Wednesday, 11 September 2013

RECYCLING IN TEXTILE


RECYCLING IN TEXTILE - Recycling is playing very important role in textile. Textile recycling is the method of reusing or reprocessing used clothing, fibrous material and clothing scraps from the manufacturing process. Textiles in municipal solid waste are found mainly in discarded clothing, although other sources include furniture, carpets, tires, footwear, and nondurable goods such as sheets and towels.
 Textile recycling equipment plays an important part in the textile recycling industry - Standard and high-efficiency textile recycling equipment is quite important for supporting the textile industry.The most popular and widely accepted clothing.
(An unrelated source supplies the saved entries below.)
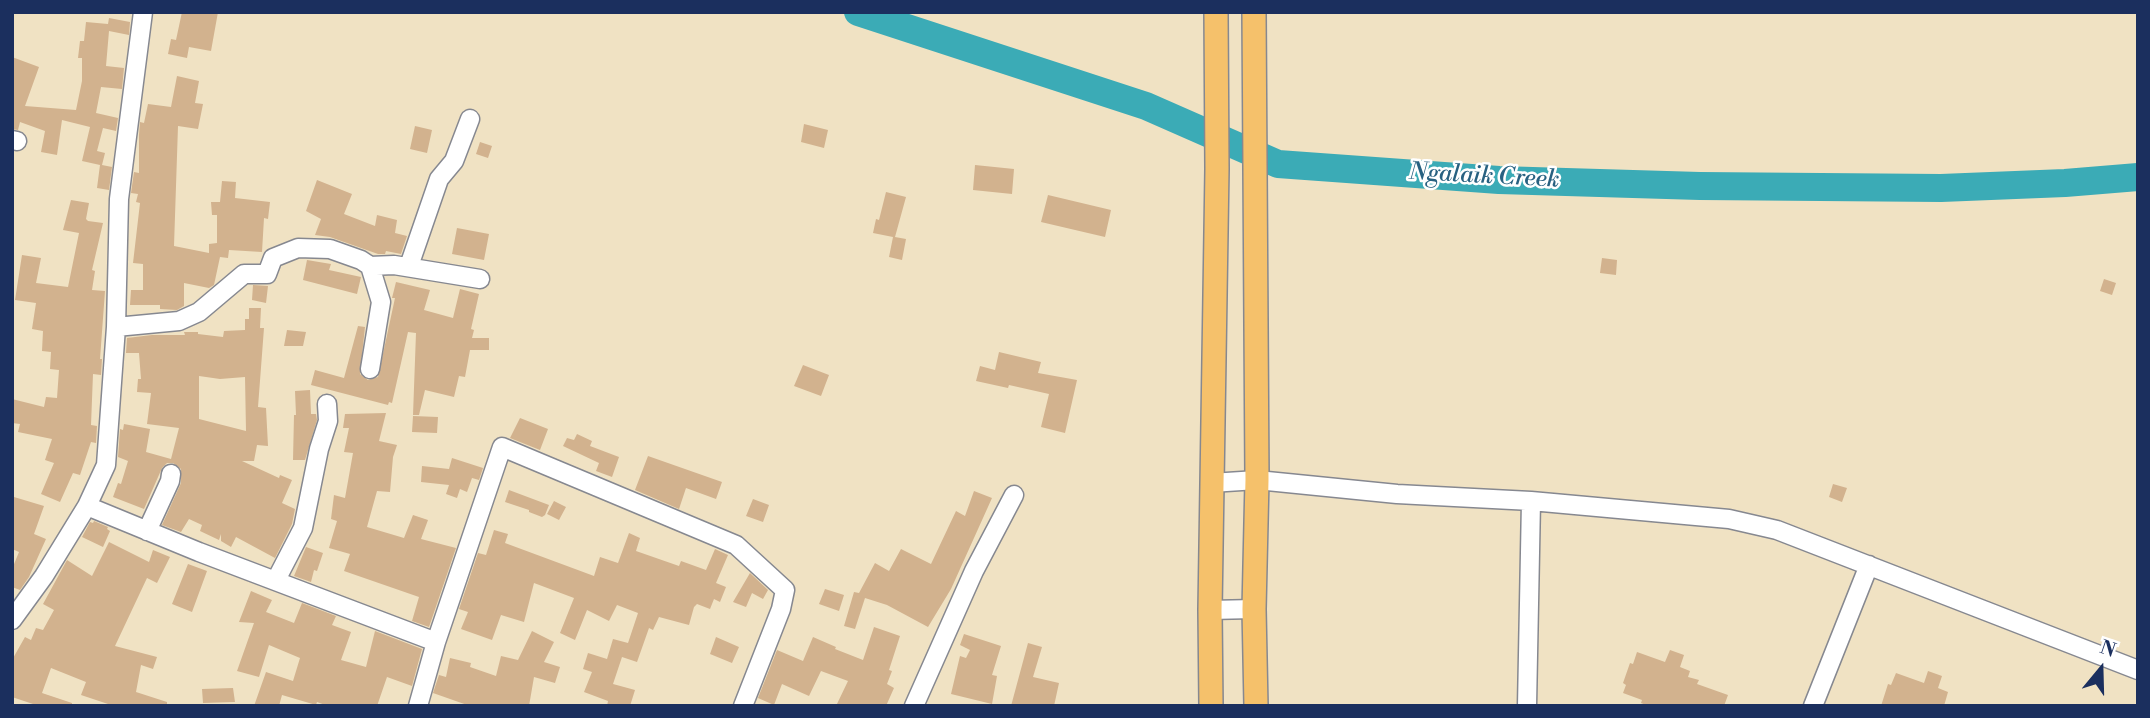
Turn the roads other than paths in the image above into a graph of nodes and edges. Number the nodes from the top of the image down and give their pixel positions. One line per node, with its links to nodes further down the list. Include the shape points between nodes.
1 (143, 12): 8 (street, via 119,199)
2 (1216, 12): 13 (main road)
3 (1254, 12): 12 (main road)
4 (470, 119): 6 (street, via 454,161 439,178)
5 (370, 266): 6 (street); 8 (street, via 330,249 298,248 273,258 267,274 244,274 199,312 178,321); 9 (street, via 381,302)
6 (409, 267): 7 (street)
7 (480, 278)
8 (116, 327): 16 (street, via 106,465)
9 (370, 369)
10 (327, 404): 19 (street, via 328,421 303,528)
11 (171, 474): 17 (street)
12 (1257, 480): 13 (street); 15 (street); 20 (main road)
13 (1211, 483): 21 (main road)
14 (1014, 495): 27 (street, via 974,571)
15 (1531, 501): 18 (street, via 1729,519 1777,530); 30 (street)
16 (87, 506): 17 (street); 22 (street)
17 (147, 531): 19 (street)
18 (1870, 565): 24 (street); 31 (street)
19 (276, 580): 23 (street)
20 (1254, 609): 21 (street); 29 (main road)
21 (1210, 610): 28 (main road)
22 (12, 620)
23 (436, 642): 25 (street); 26 (street, via 502,447 736,545 785,590)
24 (2138, 670)
25 (418, 706)
26 (743, 706)
27 (914, 706)
28 (1211, 706)
29 (1256, 706)
30 (1527, 706)
31 (1813, 706)

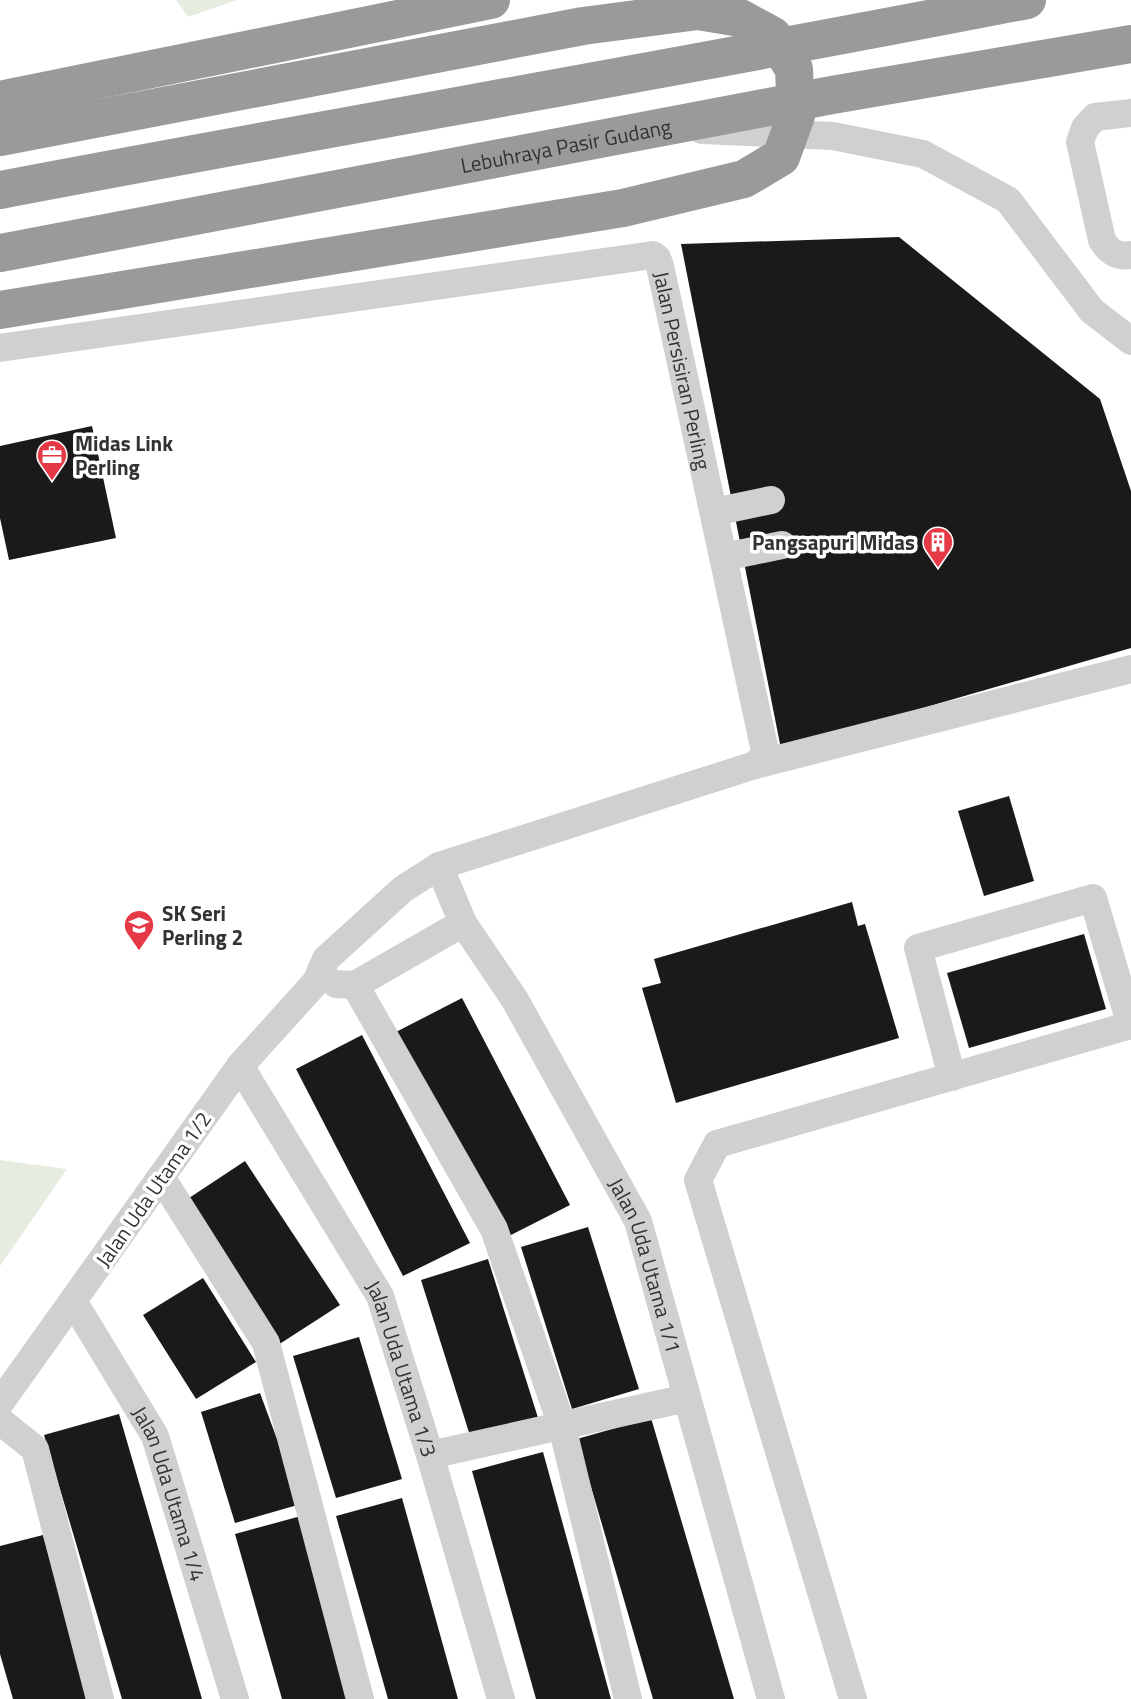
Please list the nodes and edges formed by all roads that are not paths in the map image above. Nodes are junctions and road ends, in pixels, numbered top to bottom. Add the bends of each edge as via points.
1 (491, 0) edge
2 (1027, 0) edge
3 (1131, 44) edge
4 (0, 100) edge
5 (1131, 113) edge
6 (657, 128) junction
7 (0, 137) edge
8 (0, 190) edge
9 (0, 253) edge
10 (1131, 256) edge
11 (0, 310) edge
12 (1131, 341) edge
13 (0, 348) edge
14 (772, 500) dead end
15 (714, 512) junction
16 (782, 545) dead end
17 (723, 557) junction
18 (1131, 669) edge
19 (755, 765) junction
20 (439, 866) junction
21 (463, 923) junction
22 (316, 982) junction
23 (355, 985) junction
24 (1131, 1025) edge
25 (240, 1066) junction
26 (952, 1077) junction
27 (161, 1177) junction
28 (73, 1301) junction
29 (687, 1398) junction
30 (0, 1403) edge
31 (0, 1421) edge
32 (562, 1426) junction
33 (430, 1455) junction
34 (100, 1699) edge
35 (235, 1699) edge
36 (360, 1699) edge
37 (501, 1699) edge
38 (628, 1699) edge
39 (771, 1699) edge
40 (853, 1699) edge

1 - 4 highway
2 - 8 highway
3 - 6 highway, Lebuhraya Pasir Gudang
5 - 10 street via 1095,117 1080,142 1102,240 1107,249
6 - 9 highway, Lebuhraya Pasir Gudang
6 - 12 street via 833,136 923,153 1008,200 1092,311
7 - 11 highway via 583,26 698,11 740,18 773,36 794,69 796,116 781,157 744,179 623,208
13 - 15 street, Jalan Persisiran Perling via 653,255 660,266
14 - 15 street
15 - 17 street, Jalan Persisiran Perling
16 - 17 street
17 - 19 street, Jalan Persisiran Perling via 764,744 762,758
18 - 19 street
19 - 20 street
20 - 21 street, Jalan Uda Utama 1/1
20 - 22 street, Jalan Uda Utama 1/2 via 403,889 326,959
21 - 23 street
21 - 29 street, Jalan Uda Utama 1/1 via 515,1000 638,1220
22 - 23 street
22 - 25 street, Jalan Uda Utama 1/2
23 - 32 street via 494,1230
24 - 26 street
24 - 26 street via 1093,898 918,948
25 - 27 street, Jalan Uda Utama 1/2
25 - 33 street, Jalan Uda Utama 1/3 via 380,1296
26 - 40 street via 717,1144 698,1180
27 - 28 street, Jalan Uda Utama 1/2
27 - 36 street via 265,1343
28 - 30 street, Jalan Uda Utama 1/2
28 - 35 street, Jalan Uda Utama 1/4 via 155,1436
29 - 32 street
29 - 39 street, Jalan Uda Utama 1/1
31 - 34 street via 35,1449
32 - 33 street
32 - 38 street
33 - 37 street, Jalan Uda Utama 1/3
 clothing not only responds to practical needs, fashion has become a form of self-expression and the sheer volume and variety of textile products available on the market have reached unprecedented levels. textiles are not used just for clothes - they are also in our homes, hospitals, workplaces and vehicles, in the form of cleaning materials, leisure equipment and so on. Recovering and recycling textiles provides both environmental and economical benefits by:
  • Reducing the need for landfill space: Certain synthetic fibre products do not decompose, while natural fibre such as wool does decompose but produces methane which contributes to global warming.
  • Reducing pressure on virgin resources. This includes materials traditionally used in textiles such as cotton or wool, as well as oil and other chemicals employed to produce synthetic fibres.
  • Reducing pollution as well as water and energy consumption.
  • Reducing the demand for dyes and fixing agents. This, in turn, lowers the number of problems caused by their use and manufacture.
Textile materials for recycling can be classified either as
  1. post-industrial.
  2. A by-product from yarn and fabric manufacture for the garment-making and retail industry.
  3. As post-consumer, originating from discarded garments, household items, vehicles, etc.
PROCESS
Sorting - collected textiles are manually sorted and graded according to their condition and the types of fibres used. Wearable textiles - Shoes and clothes are resold either in the same country of origin or abroard. Unwearable textiles - These are sold to the 'flocking' industry for shredding and re-spinning.
Re-sorting - Mills-grade incoming material according to their type and colour. The colour sorting means no re-dying is needed, saving energy and avoiding pollutants.  Shredding and pulling - Textile materials are shredded or pulled into fibres. Depending on the end use of the yarn, other fibres may be incorporated. Carding - The blended mixture is carded to clean and mix the fibres. Spinning -The yarn is re-spun ready for later weaving or knitting. 
Textiles made from both natural and man-made fibres can be recycled.